La garantie perte d’exploitation indemnise le manque à gagner subi par l’entreprise en cas de survenance d’un sinistre mentionné au contrat. La plupart des contrats couvrent ainsi le risque d’incendie, de catastrophe naturelle, de vol ou de bris de machine. La perte d’exploitation est donc principalement associée à un dommage.

La clause perte d’exploitation permet ainsi de compenser une baisse de chiffre d’affaires subie par une entreprise forcée d’interrompre son activité. Elle aide l’entreprise à faire face à ses charges fixes : loyers, impôts, salaires, intérêts d’emprunt… et à relancer son activité dans de bonnes conditions.

Les sommes ainsi obtenues peuvent permettre de remplacer le matériel existant, reconstruire un local, ou encore retrouver une stabilité financière et commerciale.

La garantie perte d’exploitation est utile pour toutes les entreprises dont les locaux, le matériel ou la marchandise sont exposés à des risques de dommages.

Le coronavirus permettra-il d’actionner la garantie perte d’exploitation ?

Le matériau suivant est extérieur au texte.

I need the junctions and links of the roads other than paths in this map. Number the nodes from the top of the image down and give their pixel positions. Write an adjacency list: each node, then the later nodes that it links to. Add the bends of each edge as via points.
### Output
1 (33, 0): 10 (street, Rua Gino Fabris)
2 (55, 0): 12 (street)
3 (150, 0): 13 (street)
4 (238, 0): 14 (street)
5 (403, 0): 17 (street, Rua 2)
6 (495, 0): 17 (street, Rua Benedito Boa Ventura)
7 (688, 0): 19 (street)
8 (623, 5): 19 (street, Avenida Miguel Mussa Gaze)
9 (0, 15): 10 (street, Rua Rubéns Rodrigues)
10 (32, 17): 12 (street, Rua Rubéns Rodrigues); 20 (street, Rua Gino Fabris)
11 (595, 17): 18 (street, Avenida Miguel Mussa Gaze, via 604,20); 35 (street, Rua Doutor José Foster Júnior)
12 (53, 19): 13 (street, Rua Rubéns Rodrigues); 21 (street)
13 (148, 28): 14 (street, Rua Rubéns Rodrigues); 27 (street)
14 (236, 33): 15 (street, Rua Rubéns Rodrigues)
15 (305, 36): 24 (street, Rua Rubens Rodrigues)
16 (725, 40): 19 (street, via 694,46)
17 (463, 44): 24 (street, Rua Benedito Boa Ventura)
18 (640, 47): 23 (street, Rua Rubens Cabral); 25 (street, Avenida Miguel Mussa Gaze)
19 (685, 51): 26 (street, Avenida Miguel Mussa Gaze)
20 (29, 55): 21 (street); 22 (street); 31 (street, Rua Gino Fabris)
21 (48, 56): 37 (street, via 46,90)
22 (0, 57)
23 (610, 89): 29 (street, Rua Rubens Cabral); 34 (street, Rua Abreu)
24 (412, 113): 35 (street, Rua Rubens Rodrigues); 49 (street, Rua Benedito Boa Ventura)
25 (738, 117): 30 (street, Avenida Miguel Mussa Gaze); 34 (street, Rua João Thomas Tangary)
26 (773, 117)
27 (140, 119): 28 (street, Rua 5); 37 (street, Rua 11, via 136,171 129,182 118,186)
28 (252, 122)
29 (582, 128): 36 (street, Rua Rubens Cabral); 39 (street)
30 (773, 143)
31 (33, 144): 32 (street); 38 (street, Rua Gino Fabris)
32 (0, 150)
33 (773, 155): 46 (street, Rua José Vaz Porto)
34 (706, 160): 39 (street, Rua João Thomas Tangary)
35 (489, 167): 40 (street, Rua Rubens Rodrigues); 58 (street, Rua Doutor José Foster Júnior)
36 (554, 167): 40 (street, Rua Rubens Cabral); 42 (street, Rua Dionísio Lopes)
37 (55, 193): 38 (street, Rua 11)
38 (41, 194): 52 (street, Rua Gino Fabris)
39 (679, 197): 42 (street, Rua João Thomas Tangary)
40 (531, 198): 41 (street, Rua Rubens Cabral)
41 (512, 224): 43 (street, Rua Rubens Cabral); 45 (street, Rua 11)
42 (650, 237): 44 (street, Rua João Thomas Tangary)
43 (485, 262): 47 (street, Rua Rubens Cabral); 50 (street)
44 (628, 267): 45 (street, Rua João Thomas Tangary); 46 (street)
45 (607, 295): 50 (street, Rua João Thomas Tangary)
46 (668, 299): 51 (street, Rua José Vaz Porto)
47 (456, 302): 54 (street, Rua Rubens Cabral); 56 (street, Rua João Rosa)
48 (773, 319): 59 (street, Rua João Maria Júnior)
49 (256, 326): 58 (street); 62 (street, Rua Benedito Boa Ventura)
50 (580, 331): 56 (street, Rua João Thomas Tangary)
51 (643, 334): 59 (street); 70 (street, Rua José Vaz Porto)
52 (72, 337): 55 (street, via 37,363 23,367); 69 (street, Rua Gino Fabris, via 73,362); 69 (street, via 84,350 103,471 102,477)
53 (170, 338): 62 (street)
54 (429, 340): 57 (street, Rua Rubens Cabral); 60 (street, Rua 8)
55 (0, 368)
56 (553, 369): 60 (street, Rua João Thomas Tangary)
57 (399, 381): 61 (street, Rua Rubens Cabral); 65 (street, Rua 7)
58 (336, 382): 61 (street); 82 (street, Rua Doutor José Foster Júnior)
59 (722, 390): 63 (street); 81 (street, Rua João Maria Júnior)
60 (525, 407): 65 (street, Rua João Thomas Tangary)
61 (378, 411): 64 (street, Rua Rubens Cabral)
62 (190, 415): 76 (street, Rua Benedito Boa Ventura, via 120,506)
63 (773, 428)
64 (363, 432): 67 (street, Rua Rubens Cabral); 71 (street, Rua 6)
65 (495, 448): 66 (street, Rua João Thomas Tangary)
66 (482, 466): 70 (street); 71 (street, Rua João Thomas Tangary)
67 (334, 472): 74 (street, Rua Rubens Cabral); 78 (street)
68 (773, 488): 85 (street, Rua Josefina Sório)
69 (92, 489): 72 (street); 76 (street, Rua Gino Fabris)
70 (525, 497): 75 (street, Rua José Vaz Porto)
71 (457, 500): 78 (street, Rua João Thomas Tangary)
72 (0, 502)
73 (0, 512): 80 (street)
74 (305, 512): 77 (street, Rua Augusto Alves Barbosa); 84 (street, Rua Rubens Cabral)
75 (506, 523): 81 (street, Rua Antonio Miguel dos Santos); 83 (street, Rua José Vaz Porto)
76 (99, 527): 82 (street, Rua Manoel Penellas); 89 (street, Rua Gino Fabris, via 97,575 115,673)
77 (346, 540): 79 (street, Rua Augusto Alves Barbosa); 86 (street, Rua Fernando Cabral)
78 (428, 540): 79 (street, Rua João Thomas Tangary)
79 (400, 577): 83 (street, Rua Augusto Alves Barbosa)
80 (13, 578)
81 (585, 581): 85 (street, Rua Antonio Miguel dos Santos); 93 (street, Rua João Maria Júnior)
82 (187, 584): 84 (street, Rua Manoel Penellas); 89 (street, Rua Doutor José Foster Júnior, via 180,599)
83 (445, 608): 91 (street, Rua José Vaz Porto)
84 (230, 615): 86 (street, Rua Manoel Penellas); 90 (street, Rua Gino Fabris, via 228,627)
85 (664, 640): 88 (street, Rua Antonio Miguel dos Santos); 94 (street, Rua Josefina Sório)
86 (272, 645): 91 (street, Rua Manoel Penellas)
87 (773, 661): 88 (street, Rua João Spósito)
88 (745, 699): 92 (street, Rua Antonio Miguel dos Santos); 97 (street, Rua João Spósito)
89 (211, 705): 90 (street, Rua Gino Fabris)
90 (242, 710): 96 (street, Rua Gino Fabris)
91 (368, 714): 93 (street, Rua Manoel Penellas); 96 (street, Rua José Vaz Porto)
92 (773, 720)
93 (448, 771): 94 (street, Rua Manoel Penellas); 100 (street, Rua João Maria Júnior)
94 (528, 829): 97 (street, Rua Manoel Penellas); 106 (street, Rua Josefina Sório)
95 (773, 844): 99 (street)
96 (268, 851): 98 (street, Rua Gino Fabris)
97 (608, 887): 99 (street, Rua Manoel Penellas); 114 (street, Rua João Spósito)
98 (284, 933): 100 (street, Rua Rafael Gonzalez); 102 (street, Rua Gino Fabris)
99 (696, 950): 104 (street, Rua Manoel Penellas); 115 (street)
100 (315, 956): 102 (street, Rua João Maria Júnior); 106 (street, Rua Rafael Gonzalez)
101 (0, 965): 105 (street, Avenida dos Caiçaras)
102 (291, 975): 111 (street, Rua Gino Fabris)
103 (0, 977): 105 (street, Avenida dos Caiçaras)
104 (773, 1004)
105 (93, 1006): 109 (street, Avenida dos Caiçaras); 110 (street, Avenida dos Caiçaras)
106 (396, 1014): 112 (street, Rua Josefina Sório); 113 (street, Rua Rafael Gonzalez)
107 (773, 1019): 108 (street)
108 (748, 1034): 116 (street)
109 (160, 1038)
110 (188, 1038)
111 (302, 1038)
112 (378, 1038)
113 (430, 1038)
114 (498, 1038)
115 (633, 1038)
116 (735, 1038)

Mi-avril, les pertes d’exploitation dues au coronavirus en France étaient estimées à 60 milliards d’euros. Les demandes de prise en charge de la part des commerces se sont multipliées ces dernières semaines, à l’aube du déconfinement.

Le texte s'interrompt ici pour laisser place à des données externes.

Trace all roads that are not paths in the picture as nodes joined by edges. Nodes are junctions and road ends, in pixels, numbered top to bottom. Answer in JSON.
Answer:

Pourtant, sauf cas de dommage ou de mention spécifique dans le contrat, ces sommes ne seront pas couvertes par les assurances. La clause perte d’exploitation s’appuie généralement sur un dégât matériel, ce qui n’est en principe pas le cas en l’espèce. Le Covid-19 n’est donc pas couvert par la très grande majorité des contrats d’assurance.

Florence Lustman, présidente de la Fédération française de l’assurance (FFA), a ainsi défendu dans un entretien au Figaro l’incapacité du secteur à rembourser aux entreprises ces pertes d’exploitation. Pour elle, cela « reviendrait à mettre le secteur de l’assurance à terre », puisque ces sommes représenteraient « plus que les fonds propres des assureurs non-vie ».

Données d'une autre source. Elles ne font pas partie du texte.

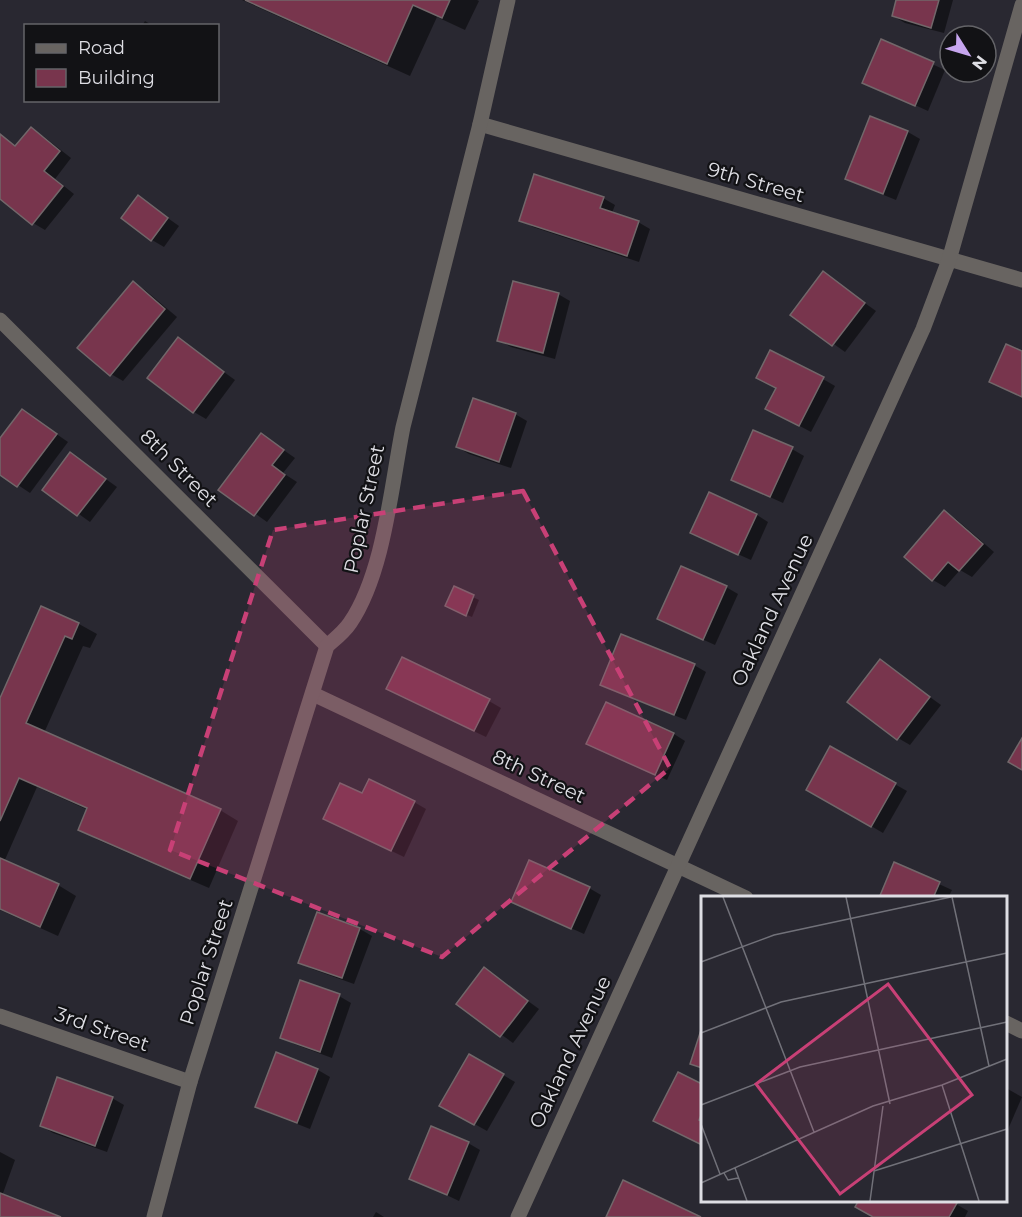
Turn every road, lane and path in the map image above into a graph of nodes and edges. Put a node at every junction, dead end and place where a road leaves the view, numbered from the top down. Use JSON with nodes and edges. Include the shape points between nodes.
{"nodes":[{"id":1,"x":508,"y":0,"type":"edge"},
{"id":2,"x":1022,"y":5,"type":"edge"},
{"id":3,"x":480,"y":124,"type":"junction"},
{"id":4,"x":949,"y":260,"type":"junction"},
{"id":5,"x":1022,"y":280,"type":"edge"},
{"id":6,"x":0,"y":320,"type":"edge"},
{"id":7,"x":327,"y":646,"type":"junction"},
{"id":8,"x":313,"y":694,"type":"junction"},
{"id":9,"x":679,"y":865,"type":"junction"},
{"id":10,"x":744,"y":896,"type":"edge"},
{"id":11,"x":0,"y":1016,"type":"edge"},
{"id":12,"x":1007,"y":1024,"type":"edge"},
{"id":13,"x":1022,"y":1031,"type":"edge"},
{"id":14,"x":190,"y":1082,"type":"junction"},
{"id":15,"x":154,"y":1217,"type":"edge"},
{"id":16,"x":518,"y":1217,"type":"edge"}],
"edges":[{"from":1,"to":3,"type":"street","name":"Poplar Street"},
{"from":2,"to":4,"type":"street","name":"Oakland Avenue"},
{"from":3,"to":4,"type":"street","name":"9th Street"},
{"from":3,"to":7,"type":"street","name":"Poplar Street","via":[[403,428],[390,504],[369,587],[349,624]]},
{"from":4,"to":5,"type":"street","name":"9th Street"},
{"from":4,"to":9,"type":"street","name":"Oakland Avenue","via":[[923,329]]},
{"from":6,"to":7,"type":"street","name":"8th Street"},
{"from":7,"to":8,"type":"street","name":"Poplar Street"},
{"from":8,"to":9,"type":"street","name":"8th Street"},
{"from":8,"to":14,"type":"street","name":"Poplar Street"},
{"from":9,"to":10,"type":"street","name":"8th Street"},
{"from":9,"to":16,"type":"street","name":"Oakland Avenue"},
{"from":11,"to":14,"type":"street","name":"3rd Street"},
{"from":12,"to":13,"type":"street"},
{"from":14,"to":15,"type":"street","name":"Poplar Street"}]}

« Nous ne pouvons pas mettre en péril l’argent que les Français nous ont confié, il s’agit en grande partie de leur épargne », a-t-elle fait valoir.

Florence Lustman a cependant souligné les mesures de soutien à l’économie prises par le secteur. Celui-ci devrait investir plus d’1,5 milliard d’euros dans les PME et les ETI, notamment celles du secteur de la santé, « qui ont des besoins criants ». Pour cela, des fonds existants vont rouvrir, tandis que d’autres verront peut-être le jour. La Caisse des dépôts et des consignations assurera la coordination générale de ces investissements.

En outre, les assureurs se sont engagés à verser 400 millions d’euros au Fonds national de solidarité en faveur des petites entreprises et professionnels indépendants. La dotation initiale était de 200 millions d’euros.

Jeudi 14 mai, lors de l’annonce des mesures de soutien pour le tourisme, Bruno Le Maire n’a pas évoqué la prise en charge par les assurances des pertes d’exploitation. Cela résonne comme une amère déception pour les entreprises de ce secteur.

Des gestes commerciaux de la part de certains assureurs

Face à l’inquiétude des commerçants, le Crédit Mutuel a annoncé le 22 avril indemniser à hauteur de 200 millions d’euros les pertes d’exploitation causées par la crise du coronavirus, par « devoir moral ». Sa filiale CIC est également concernée par cette annonce.

Les sommes versées aux assurés correspondront à une estimation forfaitaire de perte de revenus de chaque secteur économique pendant cette période de crise. Cette « prime de relance mutualiste » s’élèvera entre 1 500 et 20 000 euros. Elle sera versée à partir de début mai, financée sur le résultat du groupe et sur ses fonds propres.

Le Crédit Agricole n’a pas tardé à suivre la marche. Il débloquera lui aussi 200 millions d’euros pour indemniser ses assurés. D’autres groupes ont fait des annonces similaires : Société Générale, Axa France, MMA…

Finalement, ces gestes commerciaux devraient atteindre 1,35 milliards d’euros selon les dernières prévisions.

L’actualité évoluant très rapidement ces jours-ci, cet article sera progressivement mis à jour au gré des annonces du gouvernement et nouveautés législatives.